The Truth and Myth of Emelia Earhart
By Tom Morrow
Nearly a century after her 1937, disappearance, so many myths and speculation as to what happened to aviatrix Amelia Earhart, no one will be able to detect real truth because her story keeps getting re-written.
Earhart was born July 24, 1887, in Atchison, Kansas. She developed a passion for adventure at a young age by learning to fly.
The Facts We Know:
In 1928, Earhart became the first female passenger to fly across the Atlantic by airplane, achieving celebrity status even though she wasn’t the pilot. In 1932, piloting a Lockheed Vega 5B, Earhart became the first woman to make a non-stop “solo” transatlantic flight.
During an attempt to make a circumnavigational flight of the globe in 1937 in a Lockheed Model 10-E Electra, Earhart and navigator Fred Noonan disappeared over the central Pacific Ocean near Howland Island.
She set many other records, wrote best-selling books about her flying experiences, and was instrumental in the formation of The Ninety-Nines, an organization for female pilots.
A Few More Facts Mixed With A Lot of Fiction:
On July 2, 1937, the world’s most famous aviatrix and her navigator, Fred Noonan, disappeared without a trace near Howland Island in the central Pacific. Various theories about this mystery have been proposed, from serious and reasonable scenarios to the most bizarre flights of fancy. More than once, “The mystery is solved!” has been heard, but To this day, no definitive evidence has been uncovered, thus no universal agreement exists as to the true fate of Earhart and Noonan.
One of the most controversial stories about Earhart’s disappearance is the so-called “survival theory.” This theory has her surviving World War II in Japanese custody, and was then somehow “repatriated” back to the United States in 1945. Some researchers give this story a faint possibility.
The idea Earhart and Noonan were captured by the Japanese shortly after they went missing was first introduced, albeit briefly, has some credibility. After his 1960, book, “Daughter of the Sky” by Paul Briand Jr., was published, CBS newsman Fred Goerner, traveled to Saipan four times, interviewing numerous native “eyewitnesses,” and challenged the U.S. government’s official version of events. In 1966, Goerner wrote: “The Search for Amelia Earhart,” a best-seller. Today, this tome remains highly regarded by Earhart researchers.
According to Goerner’s theory, Earhart made a forced landing somewhere in or near the Japanese-held Marshall Islands, in the central Pacific. The “rescued” American aviators were kept in top-secret confinement.
Considerable evidence indicates the two might have been held as Japanese prisoners on Saipan in the Marianas Islands. In Donald M. Wilson’s “Lost Legend” (1993), as well as “With Our Own Eyes: Eyewitnesses to the Final Days of Amelia Earhart” by Mike Campbell (2002), other so-called “eye-witness” accounts have been recorded.
According to other claims, Earhart and Noonan died in Japanese hands with their bodies secretly buried.
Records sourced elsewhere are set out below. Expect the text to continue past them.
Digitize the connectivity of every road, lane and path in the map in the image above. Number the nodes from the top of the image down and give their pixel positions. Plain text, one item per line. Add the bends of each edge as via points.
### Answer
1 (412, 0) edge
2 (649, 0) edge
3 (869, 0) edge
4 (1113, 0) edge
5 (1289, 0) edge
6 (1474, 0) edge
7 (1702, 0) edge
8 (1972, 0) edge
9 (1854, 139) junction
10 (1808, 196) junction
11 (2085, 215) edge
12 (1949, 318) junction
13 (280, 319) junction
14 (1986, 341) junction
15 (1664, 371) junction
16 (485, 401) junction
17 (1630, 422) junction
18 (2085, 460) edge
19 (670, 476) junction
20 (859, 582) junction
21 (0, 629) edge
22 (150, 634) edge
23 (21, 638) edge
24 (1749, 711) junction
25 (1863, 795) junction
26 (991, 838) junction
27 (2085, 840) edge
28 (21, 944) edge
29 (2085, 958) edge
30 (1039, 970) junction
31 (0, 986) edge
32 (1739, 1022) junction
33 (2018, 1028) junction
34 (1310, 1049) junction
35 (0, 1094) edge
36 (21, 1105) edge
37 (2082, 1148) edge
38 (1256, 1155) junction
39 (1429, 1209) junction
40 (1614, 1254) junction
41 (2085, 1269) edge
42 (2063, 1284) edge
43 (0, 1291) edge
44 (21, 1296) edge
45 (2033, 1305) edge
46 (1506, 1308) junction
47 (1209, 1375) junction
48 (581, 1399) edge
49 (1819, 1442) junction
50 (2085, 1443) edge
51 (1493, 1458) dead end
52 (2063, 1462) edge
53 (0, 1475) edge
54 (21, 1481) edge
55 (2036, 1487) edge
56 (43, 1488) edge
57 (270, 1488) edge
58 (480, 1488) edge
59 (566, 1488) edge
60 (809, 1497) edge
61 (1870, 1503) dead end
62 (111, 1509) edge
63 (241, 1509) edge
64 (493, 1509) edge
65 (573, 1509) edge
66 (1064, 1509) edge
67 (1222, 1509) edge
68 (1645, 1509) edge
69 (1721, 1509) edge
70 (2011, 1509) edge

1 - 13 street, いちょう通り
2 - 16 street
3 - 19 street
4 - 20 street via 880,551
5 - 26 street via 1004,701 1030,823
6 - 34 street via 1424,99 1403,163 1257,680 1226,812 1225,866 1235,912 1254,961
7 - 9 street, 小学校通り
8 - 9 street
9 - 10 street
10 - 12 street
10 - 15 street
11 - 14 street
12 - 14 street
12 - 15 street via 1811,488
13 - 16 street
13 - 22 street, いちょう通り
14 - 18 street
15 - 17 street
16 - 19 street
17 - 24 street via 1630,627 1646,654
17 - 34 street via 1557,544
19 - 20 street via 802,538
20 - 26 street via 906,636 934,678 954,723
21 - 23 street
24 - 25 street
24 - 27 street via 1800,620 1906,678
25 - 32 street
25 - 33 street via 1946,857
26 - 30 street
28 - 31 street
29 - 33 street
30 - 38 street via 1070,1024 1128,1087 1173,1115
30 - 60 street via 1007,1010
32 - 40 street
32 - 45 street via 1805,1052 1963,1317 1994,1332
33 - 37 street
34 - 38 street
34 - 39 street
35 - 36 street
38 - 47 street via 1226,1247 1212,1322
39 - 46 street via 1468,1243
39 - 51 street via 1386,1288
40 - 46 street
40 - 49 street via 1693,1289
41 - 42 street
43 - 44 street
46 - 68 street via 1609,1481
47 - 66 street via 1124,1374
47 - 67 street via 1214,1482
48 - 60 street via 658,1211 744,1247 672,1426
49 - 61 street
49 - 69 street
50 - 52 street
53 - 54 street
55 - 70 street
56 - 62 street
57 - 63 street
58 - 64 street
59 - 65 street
Such actions by the Japanese on pre-war Saipan have some credibility.
To publicly acknowledge the pair had been captured, either with or without the knowledge of President Franklin D. Roosevelt, would have enormous political implications for him.
If Roosevelt’s military and intelligence organizations had not been aware of Earhart’s captivity by the Japanese until 1945, FDR could have been branded one of incompetence. However, no hard evidence exists to support any Earhart survival theory. Specifically, no evidence has been found that supports the idea that Earhart ever left Saipan, either documented or anecdotal. Earhart’s so-called “eye-witnessed” presence on Saipan remains a major area of contention.
Still, post-war survival rumors continue. There was a bizarre story about her living in the Japanese Emperor’s Palace in Tokyo as Hirohito’s mistress. This story, combined with the theory of a government conspiracy to “repatriate” Amelia Earhart would have to have been an extremely secret matter.
Other questions: how could Earhart abandon and never connect with her family, especially her mother with whom she was extremely close? Earhart had always written to her mother often. Also, how could Amelia never contact her sister Muriel, with whom she also was very close? Her secretary Margot de Carie said Amelia “would swim across the ocean to her home and family if she were alive.”
Contrary to popular belief, Amelia’s marriage to publisher George Putnam was not just a “marriage of convenience,” as has been so commonly believed. Such a husband-and-wife business team was very unusual for that time. The myth was finally discredited with the publication of the book “Whistled Like a Bird,” by Sally Putnam Chapman (1997), GP’s granddaughter. She provides numerous letters and diary entries from Amelia and GP, which show the couple had a loving, normal marriage. Recently, many authentic love letters between the couple were opened to historians and researchers in a special Amelia Earhart Collection at Purdue University.
It’s been 82 years since the duo’s disappearance. Few, if any person witnessing this historic event, is still alive. A myth, mixed with questionable probabilities and a very few facts, continue to spell-bind historians and those interested in “mythical” facts.